VOLUME 12 ISSUE 6
Time to celebrate!
WE ARE celebrating this issue! What’s there to celebrate, it’s hardly been a great year? Well, we looked back on the year and decided to focus on what’s good in our industry … and came to the conclusion that product design in the plastics and composites industries is truly worth celebrating.
The result is that we have reports about several year-end design competitions, including the SPE thermoforming design competition in the USA; Bioplastics design awards in Europe; the British plastics industry awards, where over 800 people attended the presentation function; our own PISA Student Design Awards, which provided among the most interesting designs and the SPE Benelux Plastics Innovations Awards.
A wide array of design solutions are presented, each of which is worth studying. Our hope is that readers will take something out of this process and look at the possibility of developing new products.
Plastic and composite materials offer major opportunities for new product solutions and better utilization options. That’s why we need to get away from the constant downward price pressure that is becoming endemic. I, for one, cringe when I hear of people planning to make a product in plastic ‘because it’s cheaper’. It ISN’T CHEAPER: change because it’s a better solution!
SASOL’S massive R88-billion investment in Louisiana in the United States, where it is putting up an ethane cracker that will produce as much as 1.5 million tons of ethylene a year, was alluded to earlier in the year by a number of the persons interviewed in our polymer pricing article. One of the interviewees suggested that it would not be a surprise if Sasol shifted its focus to foreign markets, particularly markets where it gets a positive response – as opposed to the frequently hostile attitude it has had to deal with from the Competition Commission in South Africa.

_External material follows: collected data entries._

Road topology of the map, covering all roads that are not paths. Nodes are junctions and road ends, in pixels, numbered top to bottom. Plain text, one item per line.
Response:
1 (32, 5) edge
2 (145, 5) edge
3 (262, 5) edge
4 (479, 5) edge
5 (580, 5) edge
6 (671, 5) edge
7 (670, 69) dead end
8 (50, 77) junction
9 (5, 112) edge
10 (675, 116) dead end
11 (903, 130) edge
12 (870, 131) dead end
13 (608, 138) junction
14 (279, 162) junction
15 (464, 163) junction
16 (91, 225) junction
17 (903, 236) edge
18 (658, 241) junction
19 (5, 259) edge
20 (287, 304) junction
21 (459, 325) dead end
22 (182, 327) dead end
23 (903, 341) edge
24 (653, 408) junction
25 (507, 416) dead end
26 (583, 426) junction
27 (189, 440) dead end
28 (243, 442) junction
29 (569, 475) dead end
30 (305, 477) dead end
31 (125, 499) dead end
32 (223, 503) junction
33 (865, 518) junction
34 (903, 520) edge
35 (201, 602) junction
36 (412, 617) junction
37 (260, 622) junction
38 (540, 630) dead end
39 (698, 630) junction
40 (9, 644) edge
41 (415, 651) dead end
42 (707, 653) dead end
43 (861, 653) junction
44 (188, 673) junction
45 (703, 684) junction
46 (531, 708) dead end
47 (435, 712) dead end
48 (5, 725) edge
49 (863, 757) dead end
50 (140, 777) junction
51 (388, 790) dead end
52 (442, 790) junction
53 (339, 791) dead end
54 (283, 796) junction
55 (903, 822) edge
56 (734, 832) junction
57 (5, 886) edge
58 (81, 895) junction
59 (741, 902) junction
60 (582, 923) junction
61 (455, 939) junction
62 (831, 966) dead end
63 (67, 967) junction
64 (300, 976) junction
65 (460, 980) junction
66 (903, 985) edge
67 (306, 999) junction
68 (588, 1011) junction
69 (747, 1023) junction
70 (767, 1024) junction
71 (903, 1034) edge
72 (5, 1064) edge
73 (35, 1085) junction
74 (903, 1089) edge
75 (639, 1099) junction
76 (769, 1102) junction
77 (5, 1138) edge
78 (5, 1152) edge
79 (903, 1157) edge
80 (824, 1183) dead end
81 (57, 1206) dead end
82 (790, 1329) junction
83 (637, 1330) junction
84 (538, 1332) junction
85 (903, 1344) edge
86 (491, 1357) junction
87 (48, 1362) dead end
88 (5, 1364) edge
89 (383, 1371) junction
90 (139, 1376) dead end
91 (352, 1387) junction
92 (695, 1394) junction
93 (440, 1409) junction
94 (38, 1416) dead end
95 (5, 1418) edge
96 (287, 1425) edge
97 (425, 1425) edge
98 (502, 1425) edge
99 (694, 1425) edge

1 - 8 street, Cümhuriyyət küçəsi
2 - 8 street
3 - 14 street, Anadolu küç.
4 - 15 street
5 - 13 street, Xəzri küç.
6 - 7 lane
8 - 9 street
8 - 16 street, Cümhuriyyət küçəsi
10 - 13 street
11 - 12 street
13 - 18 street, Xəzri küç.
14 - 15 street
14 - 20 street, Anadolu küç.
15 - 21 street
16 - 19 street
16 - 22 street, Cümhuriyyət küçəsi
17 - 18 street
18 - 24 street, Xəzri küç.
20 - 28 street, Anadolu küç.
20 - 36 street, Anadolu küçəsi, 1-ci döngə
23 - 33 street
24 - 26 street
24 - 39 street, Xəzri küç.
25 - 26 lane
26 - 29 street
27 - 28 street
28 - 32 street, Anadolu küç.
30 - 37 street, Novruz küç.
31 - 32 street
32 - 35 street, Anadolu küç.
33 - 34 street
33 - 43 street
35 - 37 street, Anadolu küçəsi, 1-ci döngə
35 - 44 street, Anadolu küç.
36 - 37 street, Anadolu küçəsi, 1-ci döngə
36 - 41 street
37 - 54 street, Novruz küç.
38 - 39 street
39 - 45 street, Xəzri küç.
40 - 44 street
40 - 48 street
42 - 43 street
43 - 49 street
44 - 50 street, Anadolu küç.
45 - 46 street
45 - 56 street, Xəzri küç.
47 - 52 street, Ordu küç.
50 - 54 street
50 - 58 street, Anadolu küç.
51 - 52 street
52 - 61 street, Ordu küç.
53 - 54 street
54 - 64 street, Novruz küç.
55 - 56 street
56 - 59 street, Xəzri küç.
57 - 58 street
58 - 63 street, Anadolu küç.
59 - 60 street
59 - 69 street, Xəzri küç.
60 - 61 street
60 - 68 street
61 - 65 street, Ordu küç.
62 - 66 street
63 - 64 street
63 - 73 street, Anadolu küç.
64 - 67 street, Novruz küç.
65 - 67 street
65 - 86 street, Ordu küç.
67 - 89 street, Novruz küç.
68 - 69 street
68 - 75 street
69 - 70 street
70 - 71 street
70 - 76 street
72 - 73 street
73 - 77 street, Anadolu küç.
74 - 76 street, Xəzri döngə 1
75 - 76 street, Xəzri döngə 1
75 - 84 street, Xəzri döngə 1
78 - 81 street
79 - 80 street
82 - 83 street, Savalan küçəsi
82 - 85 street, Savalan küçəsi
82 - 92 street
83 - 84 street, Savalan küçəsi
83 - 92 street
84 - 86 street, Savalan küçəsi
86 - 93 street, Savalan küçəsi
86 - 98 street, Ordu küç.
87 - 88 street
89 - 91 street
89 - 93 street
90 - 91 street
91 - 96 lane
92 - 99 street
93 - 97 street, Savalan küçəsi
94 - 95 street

The prospect of lower cost feedstock from shale gas in the USA was obviously a factor too, but it looks like the Louisiana state government offered Sasol very favourable terms to invest.
Don’t see this as a departure: it’s a sign of a South African company that is becoming a global player. Maybe more of the converting companies can follow suit?
THE standout feature at Propak Cape in October was the excellent presentations by the automation systems suppliers, several of who are local. For some reason, Paarl in the Western Cape has become a regional centre for the packaging automation equipment manufacturers?
Automation does not necessarily mean staff redundancies: it’s meant to improve efficiencies and output, and it’s good to see South African companies becoming leaders in this area.
WE asked some of the industry’s leaders to look in the crystal ball and forecast what lies ahead for us in 2015 and beyond. I’m happy to say the gentlemen concerned are all positive. We are going to need it: challenges lie ahead.
I’m also happy to point out that many of the converting companies are getting it right, they have cooperative and strong company cultures, incentivised workers, reliable systems and are going places. Let’s aim for that success standard and look at lifting our game in 2015!
Best wishes for a peaceful festive season from the team at SA Plastics mag!